Records contained in a dataset:
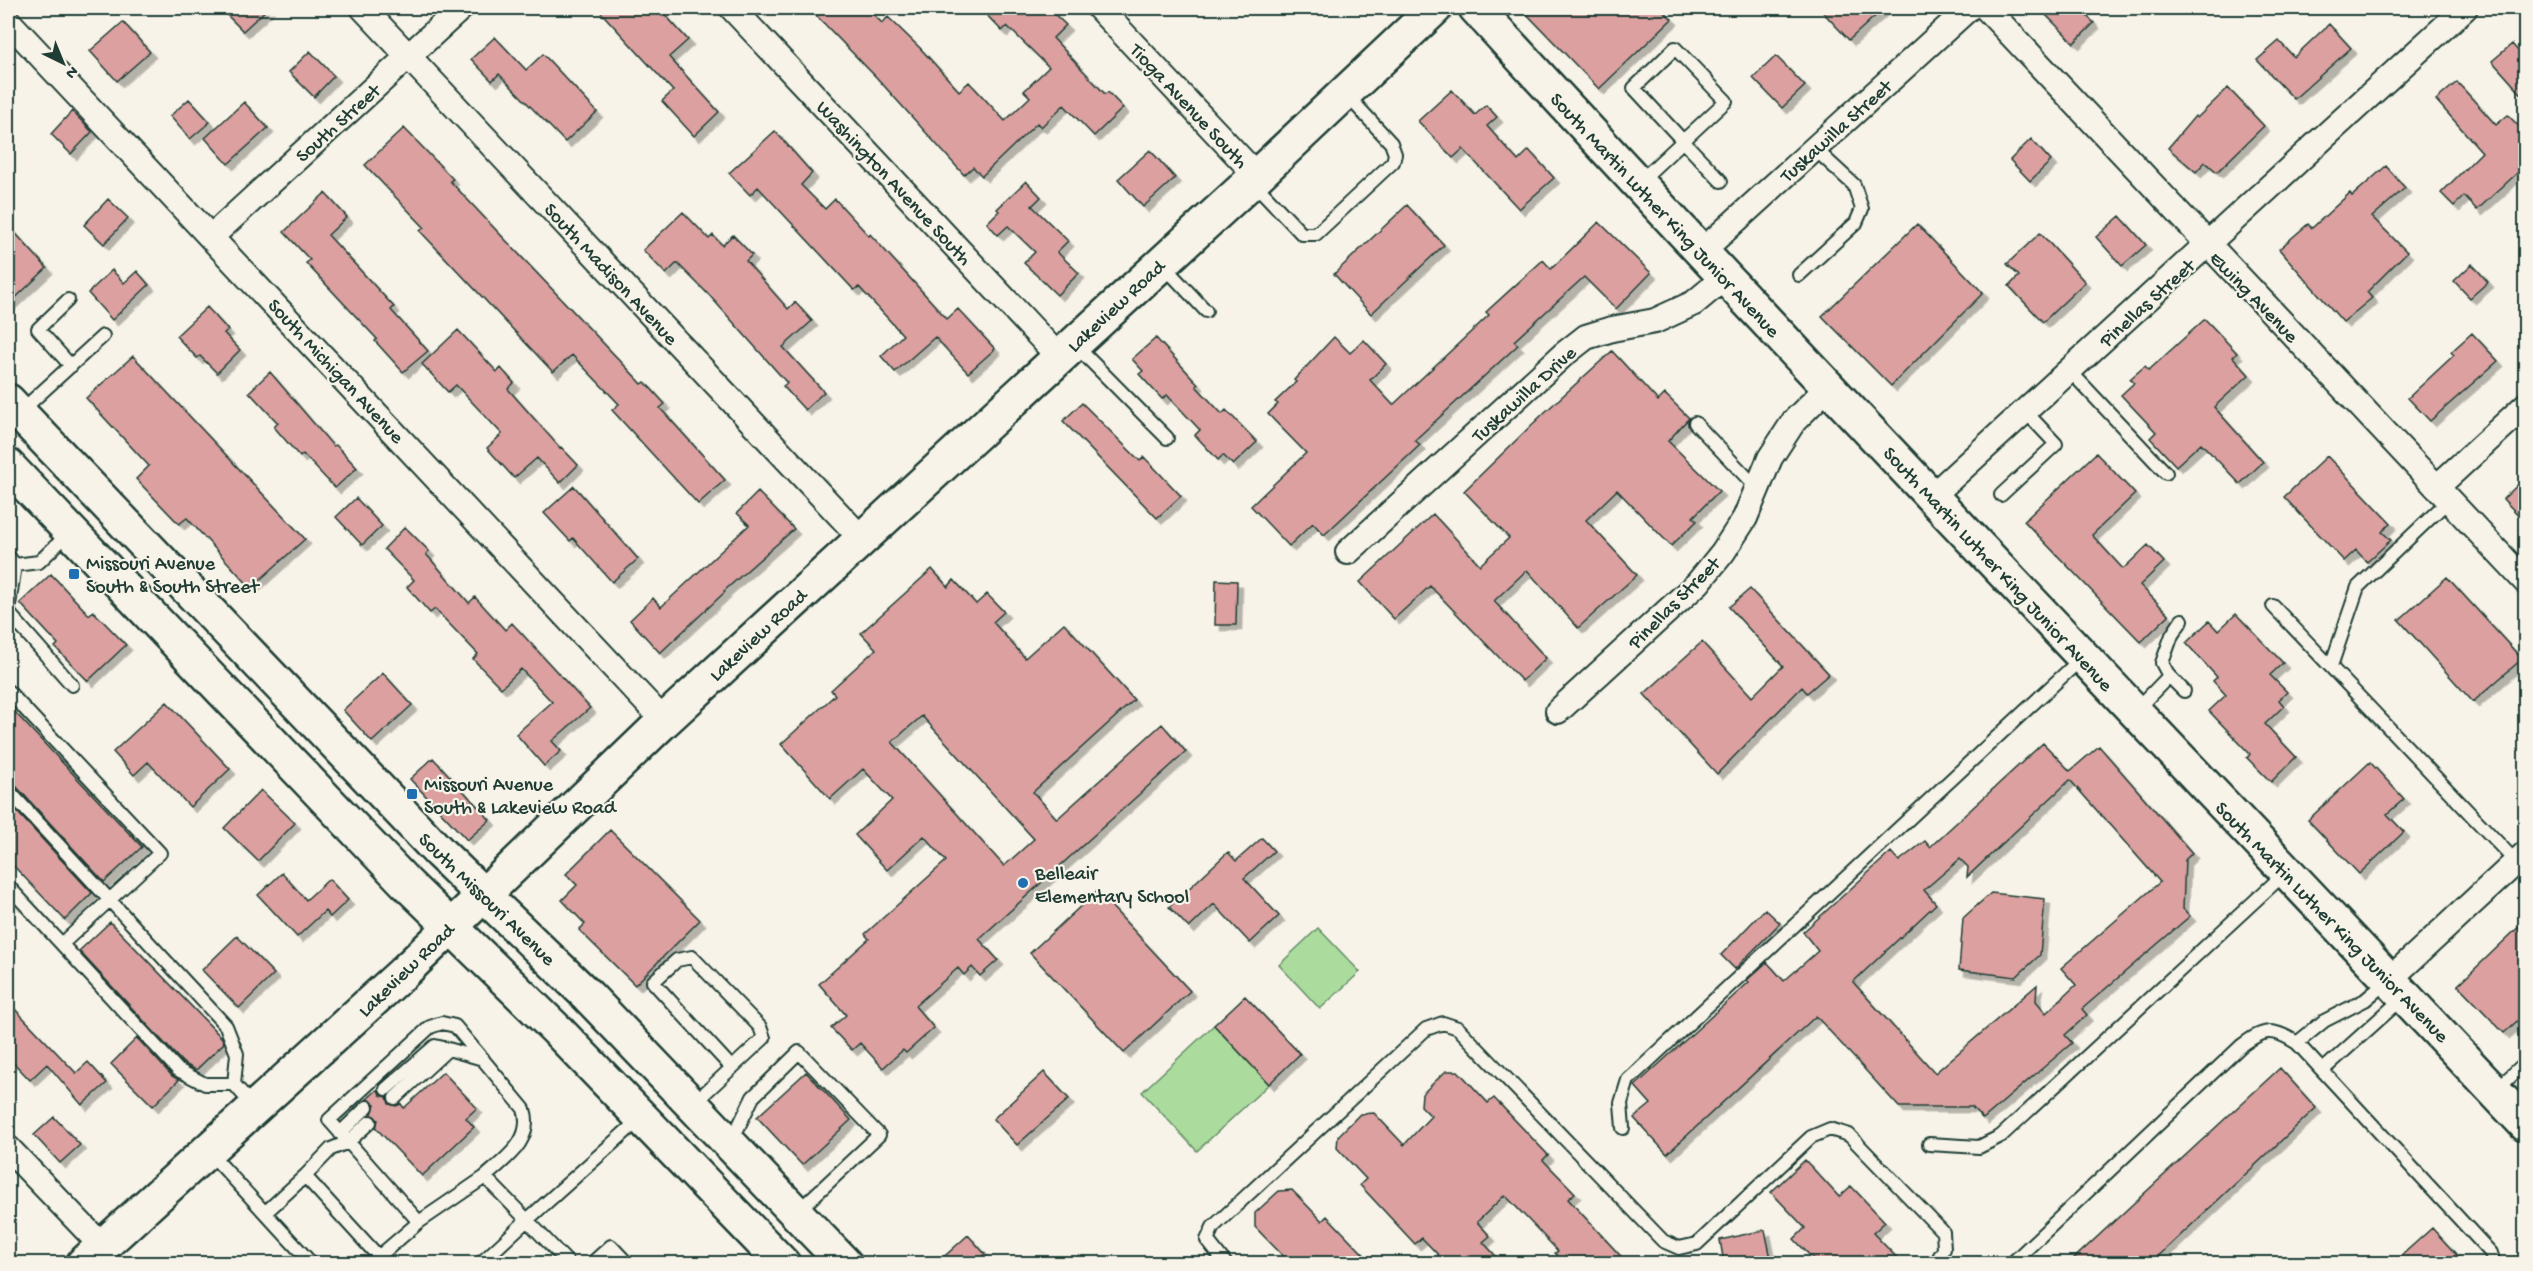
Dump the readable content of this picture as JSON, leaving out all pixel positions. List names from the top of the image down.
{
  "streets": {
    "street": [
      "Tioga Avenue South",
      "South Street",
      "Tuskawilla Street",
      "Washington Avenue South",
      "South Martin Luther King Junior Avenue",
      "South Madison Avenue",
      "Ewing Avenue",
      "Pinellas Street",
      "Lakeview Road",
      "South Michigan Avenue",
      "Tuskawilla Drive",
      "South Missouri Avenue"
    ]
  },
  "crossings": [
    ["Tioga Avenue South", "Lakeview Road"],
    ["South Street", "South Madison Avenue"],
    ["South Street", "South Michigan Avenue"],
    ["Tuskawilla Street", "South Martin Luther King Junior Avenue"],
    ["Washington Avenue South", "Lakeview Road"],
    ["South Martin Luther King Junior Avenue", "Pinellas Street"],
    ["South Martin Luther King Junior Avenue", "Tuskawilla Drive"],
    ["South Madison Avenue", "Lakeview Road"],
    ["Ewing Avenue", "Pinellas Street"],
    ["Lakeview Road", "South Michigan Avenue"],
    ["Lakeview Road", "South Missouri Avenue"]
  ],
  "places": {
    "transit": ["Missouri Avenue South & South Street", "Missouri Avenue South & Lakeview Road"],
    "other": ["Belleair Elementary School"]
  },
  "north": "bottom right"
}
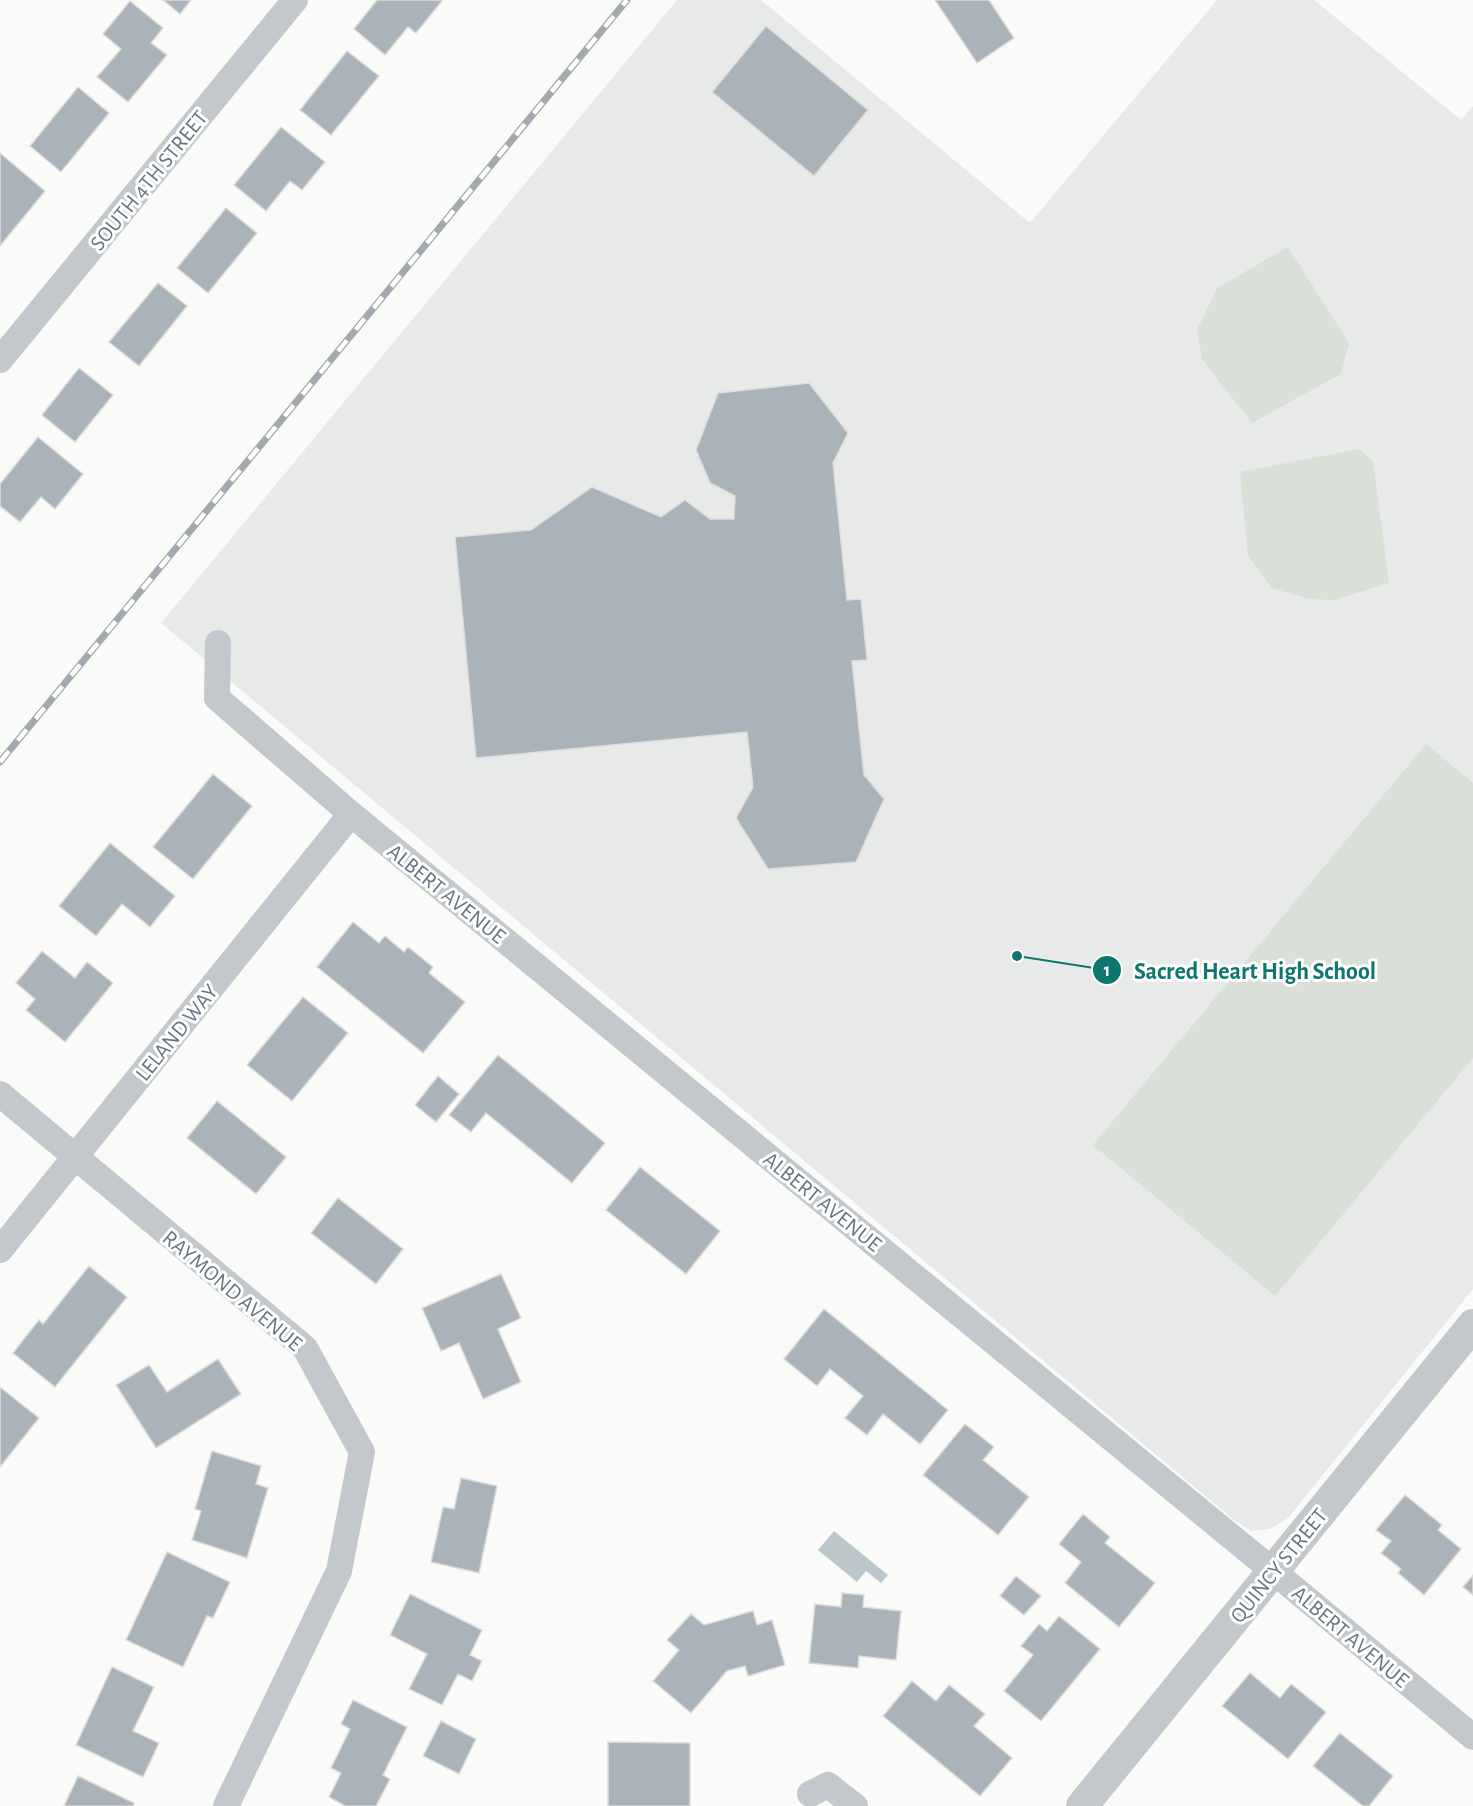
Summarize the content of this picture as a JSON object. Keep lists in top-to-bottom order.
{
  "streets": {
    "street": [
      "SOUTH 4TH STREET",
      "ALBERT AVENUE",
      "LELAND WAY",
      "RAYMOND AVENUE",
      "QUINCY STREET"
    ]
  },
  "crossings": [
    ["ALBERT AVENUE", "LELAND WAY"],
    ["ALBERT AVENUE", "QUINCY STREET"],
    ["LELAND WAY", "RAYMOND AVENUE"]
  ],
  "places": ["Sacred Heart High School"]
}
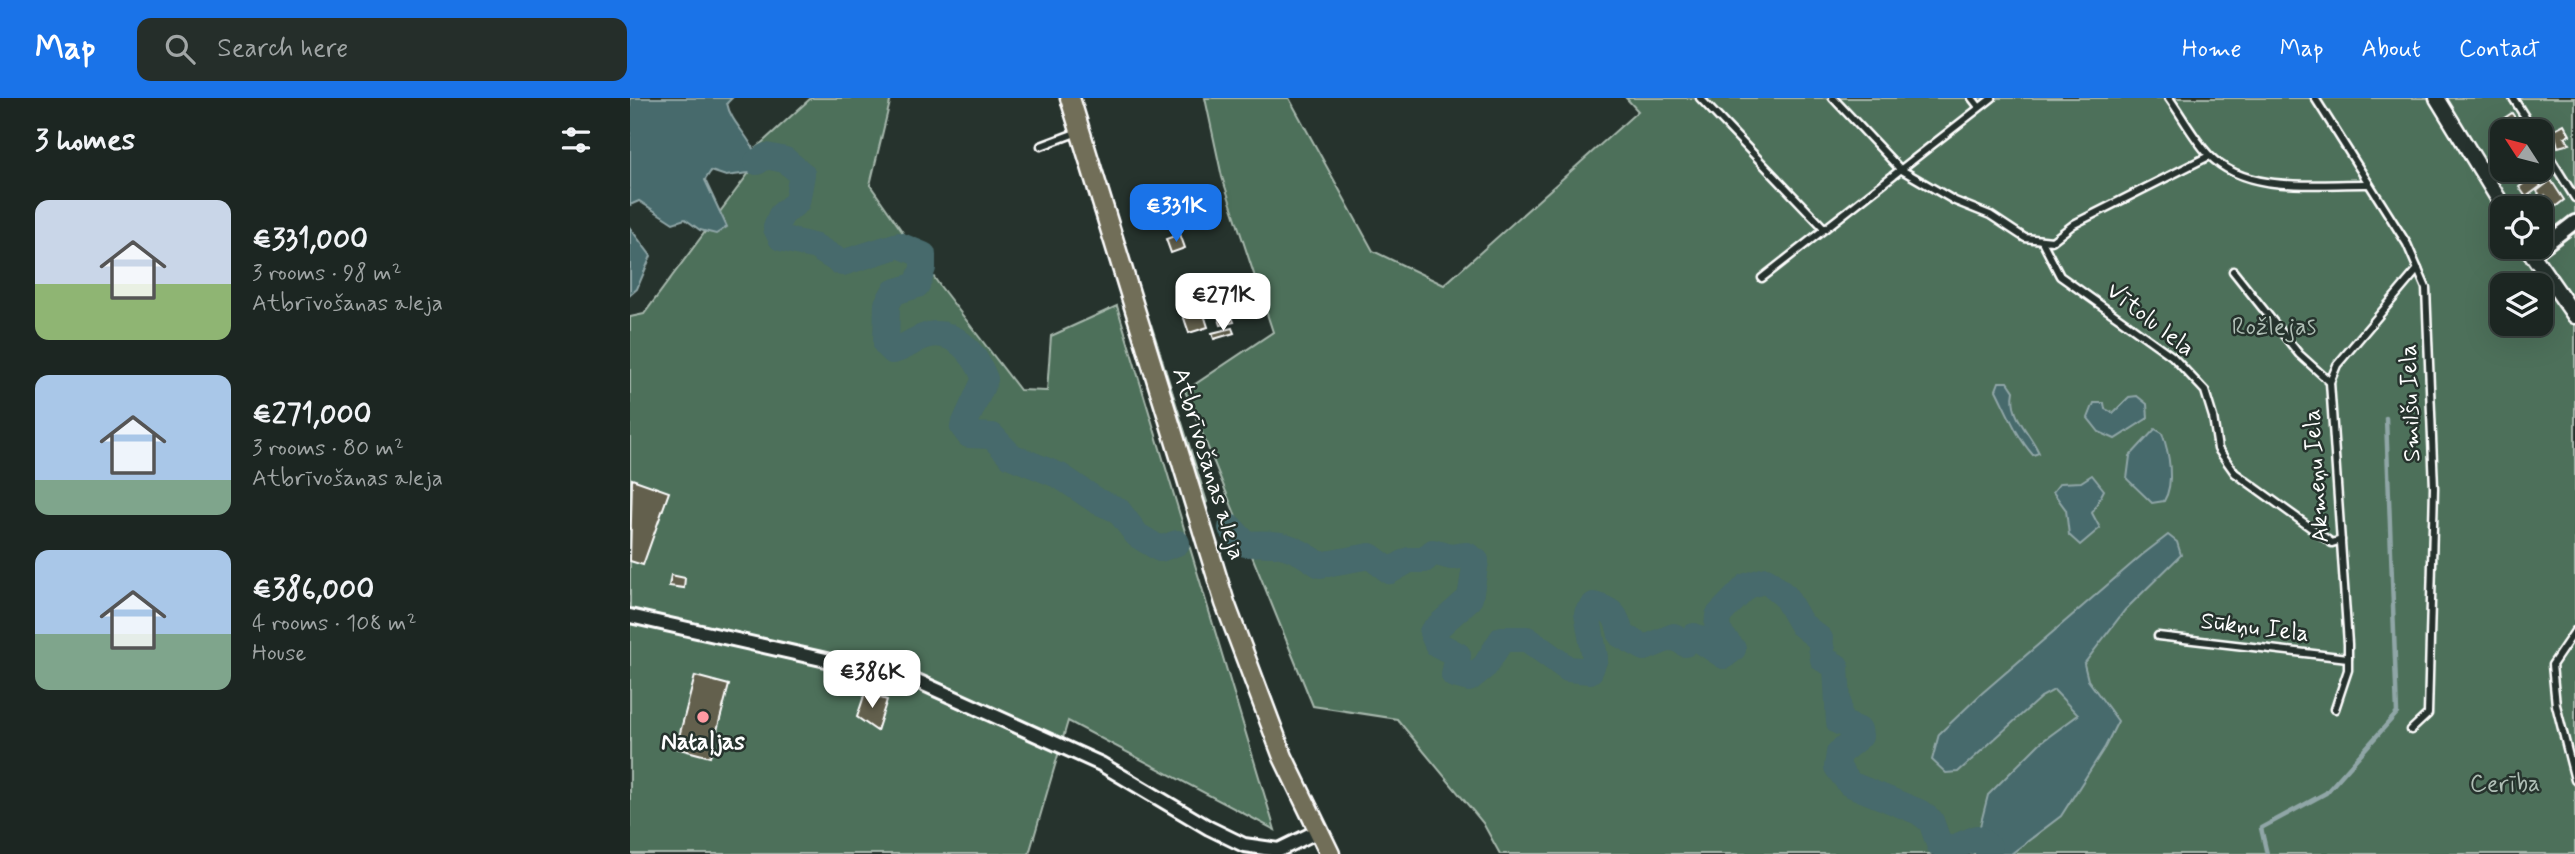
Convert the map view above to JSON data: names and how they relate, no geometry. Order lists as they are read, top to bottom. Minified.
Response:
{"streets":{"main road":["Atbrīvošanas aleja"],"lane":["Vītolu Iela","Smilšu Iela","Akmeņu Iela","Sūkņu Iela"]},"crossings":[["Vītolu Iela","Akmeņu Iela"],["Smilšu Iela","Akmeņu Iela"],["Akmeņu Iela","Sūkņu Iela"]],"parks":["Rožlejas","Cerība"],"places":["Nataļjas"],"north":"top left","page":{"header":"Map","search":"Search here","nav":["Home","Map","About","Contact"],"heading":"3 homes","list":[{"name":"€331,000","note":"3 rooms · 98 m² · Atbrīvošanas aleja"},{"name":"€271,000","note":"3 rooms · 80 m² · Atbrīvošanas aleja"},{"name":"€386,000","note":"4 rooms · 108 m² · House"}],"price":["€331K","€271K","€386K"]}}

Exercise brief: Without the pictures, reproduce every record exactly as it appears above.

Your solution:
Dump the readable content of this picture as JSON, leaving out all pixel positions. List names from the top of the image down.
{
  "streets": {
    "street": [
      "Tioga Avenue South",
      "South Street",
      "Tuskawilla Street",
      "Washington Avenue South",
      "South Martin Luther King Junior Avenue",
      "South Madison Avenue",
      "Ewing Avenue",
      "Pinellas Street",
      "Lakeview Road",
      "South Michigan Avenue",
      "Tuskawilla Drive",
      "South Missouri Avenue"
    ]
  },
  "crossings": [
    ["Tioga Avenue South", "Lakeview Road"],
    ["South Street", "South Madison Avenue"],
    ["South Street", "South Michigan Avenue"],
    ["Tuskawilla Street", "South Martin Luther King Junior Avenue"],
    ["Washington Avenue South", "Lakeview Road"],
    ["South Martin Luther King Junior Avenue", "Pinellas Street"],
    ["South Martin Luther King Junior Avenue", "Tuskawilla Drive"],
    ["South Madison Avenue", "Lakeview Road"],
    ["Ewing Avenue", "Pinellas Street"],
    ["Lakeview Road", "South Michigan Avenue"],
    ["Lakeview Road", "South Missouri Avenue"]
  ],
  "places": {
    "transit": ["Missouri Avenue South & South Street", "Missouri Avenue South & Lakeview Road"],
    "other": ["Belleair Elementary School"]
  },
  "north": "bottom right"
}
Summarize the content of this picture as a JSON object. Keep lists in top-to-bottom order.
{
  "streets": {
    "street": [
      "SOUTH 4TH STREET",
      "ALBERT AVENUE",
      "LELAND WAY",
      "RAYMOND AVENUE",
      "QUINCY STREET"
    ]
  },
  "crossings": [
    ["ALBERT AVENUE", "LELAND WAY"],
    ["ALBERT AVENUE", "QUINCY STREET"],
    ["LELAND WAY", "RAYMOND AVENUE"]
  ],
  "places": ["Sacred Heart High School"]
}
Convert the map view above to JSON data: names and how they relate, no geometry. Order lists as they are read, top to bottom. Minified.
Response:
{"streets":{"main road":["Atbrīvošanas aleja"],"lane":["Vītolu Iela","Smilšu Iela","Akmeņu Iela","Sūkņu Iela"]},"crossings":[["Vītolu Iela","Akmeņu Iela"],["Smilšu Iela","Akmeņu Iela"],["Akmeņu Iela","Sūkņu Iela"]],"parks":["Rožlejas","Cerība"],"places":["Nataļjas"],"north":"top left","page":{"header":"Map","search":"Search here","nav":["Home","Map","About","Contact"],"heading":"3 homes","list":[{"name":"€331,000","note":"3 rooms · 98 m² · Atbrīvošanas aleja"},{"name":"€271,000","note":"3 rooms · 80 m² · Atbrīvošanas aleja"},{"name":"€386,000","note":"4 rooms · 108 m² · House"}],"price":["€331K","€271K","€386K"]}}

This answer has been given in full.